> SUPPLIED MATERIAL
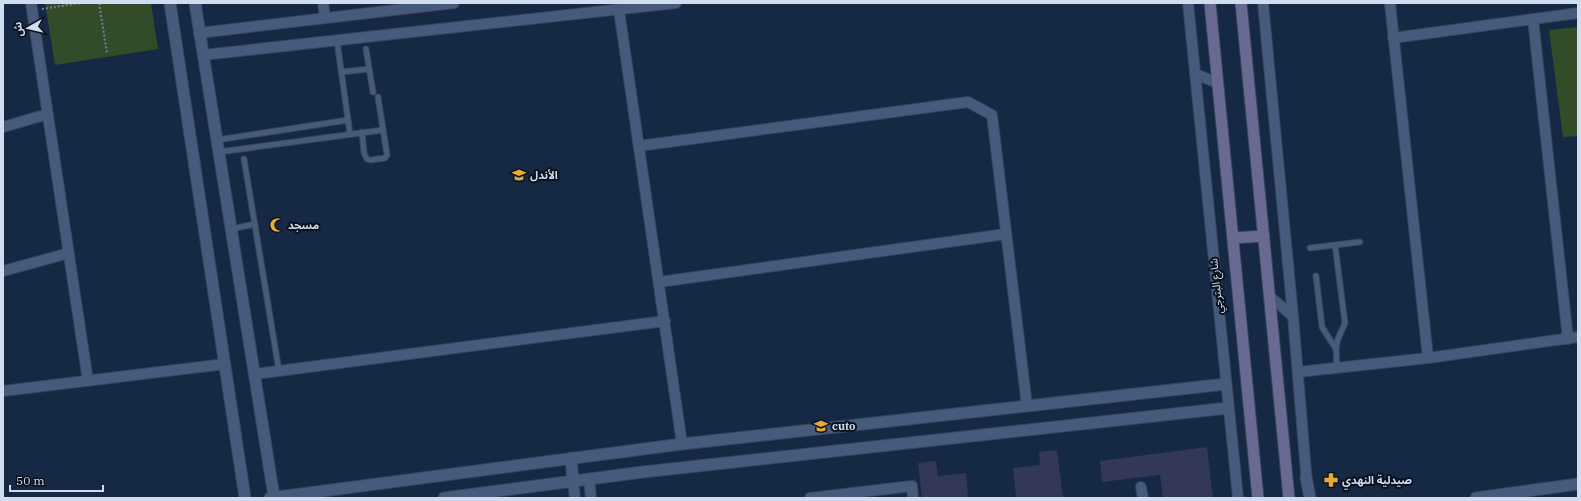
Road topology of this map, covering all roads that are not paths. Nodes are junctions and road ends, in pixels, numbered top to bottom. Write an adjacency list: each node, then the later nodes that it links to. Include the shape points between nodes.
1 (170, 3): 55 (street)
2 (195, 3): 16 (street)
3 (323, 3): 14 (street)
4 (454, 3): 14 (street)
5 (676, 3): 12 (street)
6 (1188, 3): 23 (street, شارع البترجي)
7 (1210, 3): 24 (main road, شارع البترجي)
8 (1241, 3): 40 (main road)
9 (1264, 3): 50 (street)
10 (1390, 3): 17 (street)
11 (32, 7): 27 (street)
12 (619, 10): 18 (street); 34 (street)
13 (1578, 13): 15 (street)
14 (325, 18): 16 (street)
15 (1533, 19): 17 (street); 52 (street)
16 (199, 33): 20 (street)
17 (1393, 38): 54 (street)
18 (336, 41): 20 (street); 22 (lane)
19 (366, 49): 21 (lane)
20 (203, 55): 33 (street)
21 (369, 69): 22 (lane); 25 (lane)
22 (341, 72): 28 (lane)
23 (1195, 74): 24 (street); 61 (street, شارع البترجي)
24 (1218, 83): 41 (main road, شارع البترجي)
25 (373, 92)
26 (378, 96): 30 (lane)
27 (48, 114): 29 (street); 45 (street)
28 (348, 120): 32 (lane); 33 (lane)
29 (3, 127)
30 (383, 130): 31 (lane); 31 (lane, via 387,155 381,160 367,159)
31 (362, 132): 32 (lane)
32 (350, 134): 35 (lane)
33 (217, 140): 35 (street)
34 (639, 146): 39 (street, via 968,102 992,115); 48 (street)
35 (218, 152): 38 (street)
36 (244, 159): 37 (lane)
37 (255, 224): 38 (lane); 57 (lane)
38 (231, 229): 59 (street)
39 (1006, 234): 48 (street); 63 (street)
40 (1264, 236): 41 (main road); 49 (main road)
41 (1233, 238): 81 (main road, شارع البترجي)
42 (1360, 242): 43 (lane)
43 (1335, 245): 44 (lane); 53 (lane, via 1345,323)
44 (1310, 248)
45 (69, 253): 46 (street); 60 (street)
46 (3, 271)
47 (1316, 276): 53 (lane, via 1322,326)
48 (659, 282): 51 (street)
49 (1270, 297): 50 (street); 82 (main road)
50 (1293, 316): 58 (street)
51 (665, 321): 57 (street); 65 (street)
52 (1573, 338): 54 (street)
53 (1336, 349): 56 (lane)
54 (1428, 358): 56 (street)
55 (225, 364): 60 (street); 72 (street)
56 (1337, 368): 58 (street)
57 (279, 371): 59 (street)
58 (1298, 372): 67 (street)
59 (255, 374): 73 (street)
60 (88, 381): 62 (street)
61 (1226, 384): 63 (street); 64 (street, شارع البترجي)
62 (3, 391)
63 (1027, 406): 65 (street)
64 (1228, 408): 68 (street); 80 (street, شارع البترجي)
65 (682, 444): 66 (street)
66 (571, 458): 69 (street); 73 (street)
67 (1306, 477): 83 (street)
68 (589, 479): 69 (street); 76 (street)
69 (573, 481): 74 (street); 75 (street)
70 (1578, 484): 84 (street)
71 (1141, 487): 79 (street)
72 (245, 498)
73 (272, 498)
74 (444, 498)
75 (575, 498)
76 (591, 498)
77 (810, 498): 78 (street, via 912,486)
78 (913, 498)
79 (1143, 498)
80 (1238, 498)
81 (1258, 498)
82 (1289, 498)
83 (1309, 498)
84 (1476, 498)

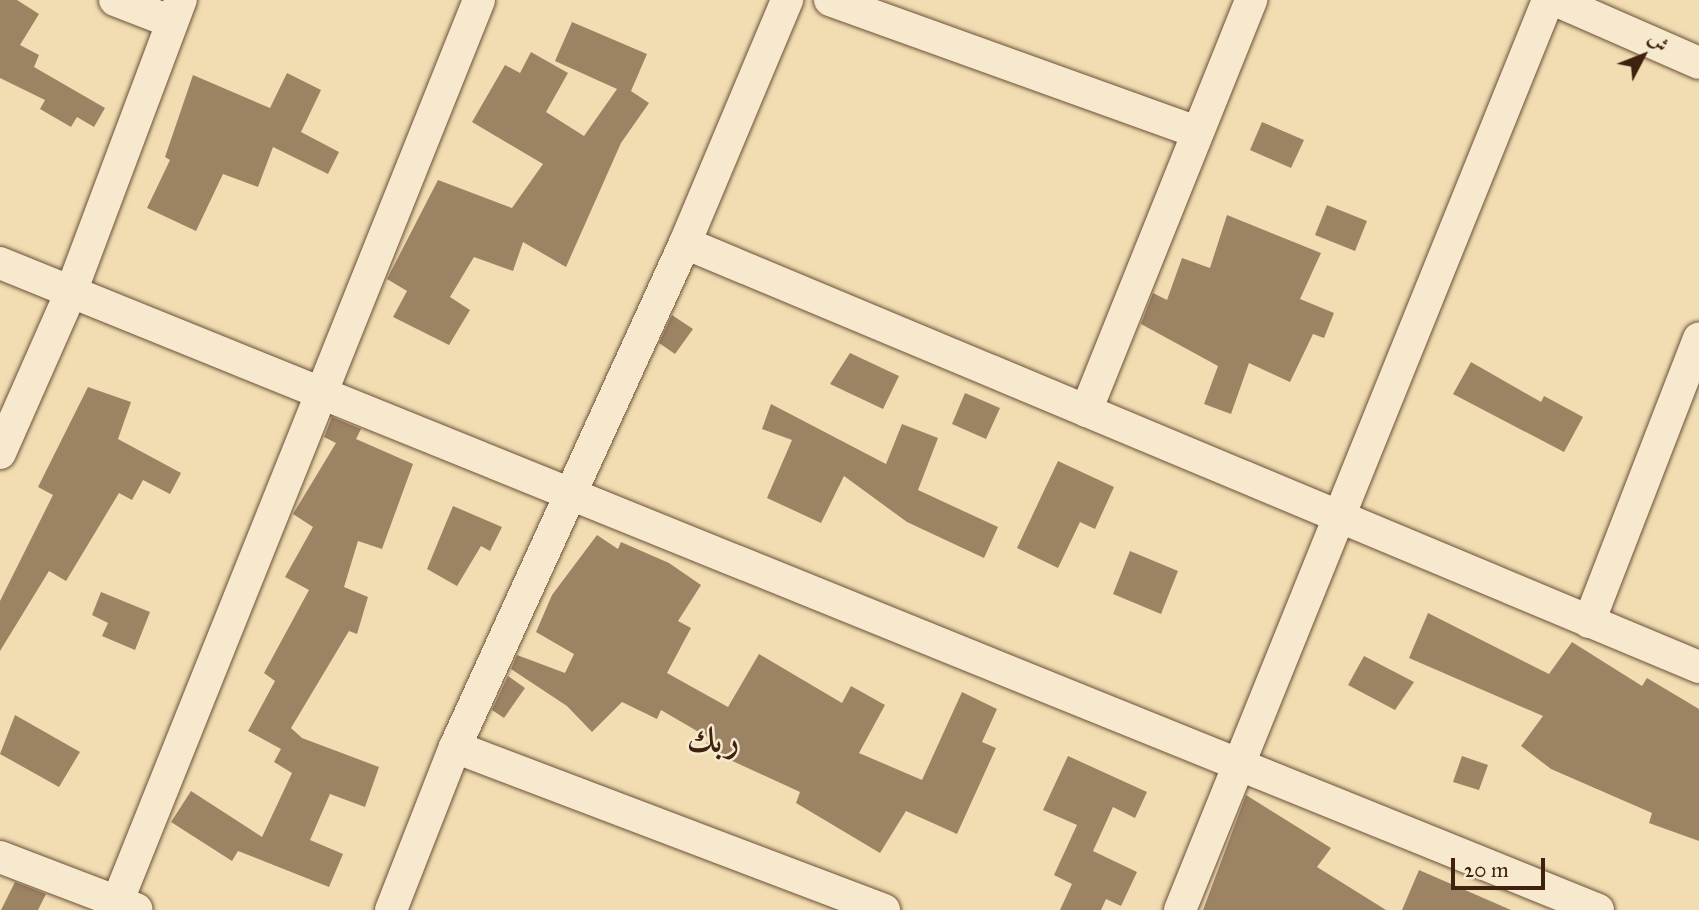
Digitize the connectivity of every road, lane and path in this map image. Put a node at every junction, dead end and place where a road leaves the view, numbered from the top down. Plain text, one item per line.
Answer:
1 (115, 0) edge
2 (480, 0) edge
3 (787, 0) edge
4 (830, 0) edge
5 (1251, 0) edge
6 (1548, 0) edge
7 (1555, 0) edge
8 (176, 11) edge
9 (1699, 63) edge
10 (1194, 131) junction
11 (685, 243) junction
12 (0, 263) edge
13 (71, 292) junction
14 (1697, 350) edge
15 (317, 392) junction
16 (1086, 411) junction
17 (0, 453) edge
18 (568, 493) junction
19 (1340, 517) junction
20 (1589, 621) junction
21 (1699, 667) edge
22 (456, 747) junction
23 (1240, 765) junction
24 (0, 856) edge
25 (123, 907) edge
26 (391, 910) edge
27 (882, 910) edge
28 (1180, 910) edge
29 (1598, 910) edge

1 - 8 street
2 - 15 street
3 - 11 street
4 - 10 street
5 - 10 street
6 - 19 street
7 - 9 street
8 - 13 street
10 - 16 street
11 - 16 street
11 - 18 street
12 - 13 street
13 - 15 street
13 - 17 street
14 - 20 street
15 - 18 street
15 - 25 street
16 - 19 street
18 - 22 street
18 - 23 street
19 - 20 street
19 - 23 street
20 - 21 street
22 - 26 street
22 - 27 street
23 - 28 street
23 - 29 street
24 - 25 street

> WHAT YOU ARE ASKED TO DO
Pictures stay out; all other material above is restated word for word.

> ANSWER FOR THE TASK
Road topology of this map, covering all roads that are not paths. Nodes are junctions and road ends, in pixels, numbered top to bottom. Write an adjacency list: each node, then the later nodes that it links to. Include the shape points between nodes.
1 (170, 3): 55 (street)
2 (195, 3): 16 (street)
3 (323, 3): 14 (street)
4 (454, 3): 14 (street)
5 (676, 3): 12 (street)
6 (1188, 3): 23 (street, شارع البترجي)
7 (1210, 3): 24 (main road, شارع البترجي)
8 (1241, 3): 40 (main road)
9 (1264, 3): 50 (street)
10 (1390, 3): 17 (street)
11 (32, 7): 27 (street)
12 (619, 10): 18 (street); 34 (street)
13 (1578, 13): 15 (street)
14 (325, 18): 16 (street)
15 (1533, 19): 17 (street); 52 (street)
16 (199, 33): 20 (street)
17 (1393, 38): 54 (street)
18 (336, 41): 20 (street); 22 (lane)
19 (366, 49): 21 (lane)
20 (203, 55): 33 (street)
21 (369, 69): 22 (lane); 25 (lane)
22 (341, 72): 28 (lane)
23 (1195, 74): 24 (street); 61 (street, شارع البترجي)
24 (1218, 83): 41 (main road, شارع البترجي)
25 (373, 92)
26 (378, 96): 30 (lane)
27 (48, 114): 29 (street); 45 (street)
28 (348, 120): 32 (lane); 33 (lane)
29 (3, 127)
30 (383, 130): 31 (lane); 31 (lane, via 387,155 381,160 367,159)
31 (362, 132): 32 (lane)
32 (350, 134): 35 (lane)
33 (217, 140): 35 (street)
34 (639, 146): 39 (street, via 968,102 992,115); 48 (street)
35 (218, 152): 38 (street)
36 (244, 159): 37 (lane)
37 (255, 224): 38 (lane); 57 (lane)
38 (231, 229): 59 (street)
39 (1006, 234): 48 (street); 63 (street)
40 (1264, 236): 41 (main road); 49 (main road)
41 (1233, 238): 81 (main road, شارع البترجي)
42 (1360, 242): 43 (lane)
43 (1335, 245): 44 (lane); 53 (lane, via 1345,323)
44 (1310, 248)
45 (69, 253): 46 (street); 60 (street)
46 (3, 271)
47 (1316, 276): 53 (lane, via 1322,326)
48 (659, 282): 51 (street)
49 (1270, 297): 50 (street); 82 (main road)
50 (1293, 316): 58 (street)
51 (665, 321): 57 (street); 65 (street)
52 (1573, 338): 54 (street)
53 (1336, 349): 56 (lane)
54 (1428, 358): 56 (street)
55 (225, 364): 60 (street); 72 (street)
56 (1337, 368): 58 (street)
57 (279, 371): 59 (street)
58 (1298, 372): 67 (street)
59 (255, 374): 73 (street)
60 (88, 381): 62 (street)
61 (1226, 384): 63 (street); 64 (street, شارع البترجي)
62 (3, 391)
63 (1027, 406): 65 (street)
64 (1228, 408): 68 (street); 80 (street, شارع البترجي)
65 (682, 444): 66 (street)
66 (571, 458): 69 (street); 73 (street)
67 (1306, 477): 83 (street)
68 (589, 479): 69 (street); 76 (street)
69 (573, 481): 74 (street); 75 (street)
70 (1578, 484): 84 (street)
71 (1141, 487): 79 (street)
72 (245, 498)
73 (272, 498)
74 (444, 498)
75 (575, 498)
76 (591, 498)
77 (810, 498): 78 (street, via 912,486)
78 (913, 498)
79 (1143, 498)
80 (1238, 498)
81 (1258, 498)
82 (1289, 498)
83 (1309, 498)
84 (1476, 498)

Digitize the connectivity of every road, lane and path in this map image. Put a node at every junction, dead end and place where a road leaves the view, numbered from the top down. Plain text, one item per line.
Answer:
1 (115, 0) edge
2 (480, 0) edge
3 (787, 0) edge
4 (830, 0) edge
5 (1251, 0) edge
6 (1548, 0) edge
7 (1555, 0) edge
8 (176, 11) edge
9 (1699, 63) edge
10 (1194, 131) junction
11 (685, 243) junction
12 (0, 263) edge
13 (71, 292) junction
14 (1697, 350) edge
15 (317, 392) junction
16 (1086, 411) junction
17 (0, 453) edge
18 (568, 493) junction
19 (1340, 517) junction
20 (1589, 621) junction
21 (1699, 667) edge
22 (456, 747) junction
23 (1240, 765) junction
24 (0, 856) edge
25 (123, 907) edge
26 (391, 910) edge
27 (882, 910) edge
28 (1180, 910) edge
29 (1598, 910) edge

1 - 8 street
2 - 15 street
3 - 11 street
4 - 10 street
5 - 10 street
6 - 19 street
7 - 9 street
8 - 13 street
10 - 16 street
11 - 16 street
11 - 18 street
12 - 13 street
13 - 15 street
13 - 17 street
14 - 20 street
15 - 18 street
15 - 25 street
16 - 19 street
18 - 22 street
18 - 23 street
19 - 20 street
19 - 23 street
20 - 21 street
22 - 26 street
22 - 27 street
23 - 28 street
23 - 29 street
24 - 25 street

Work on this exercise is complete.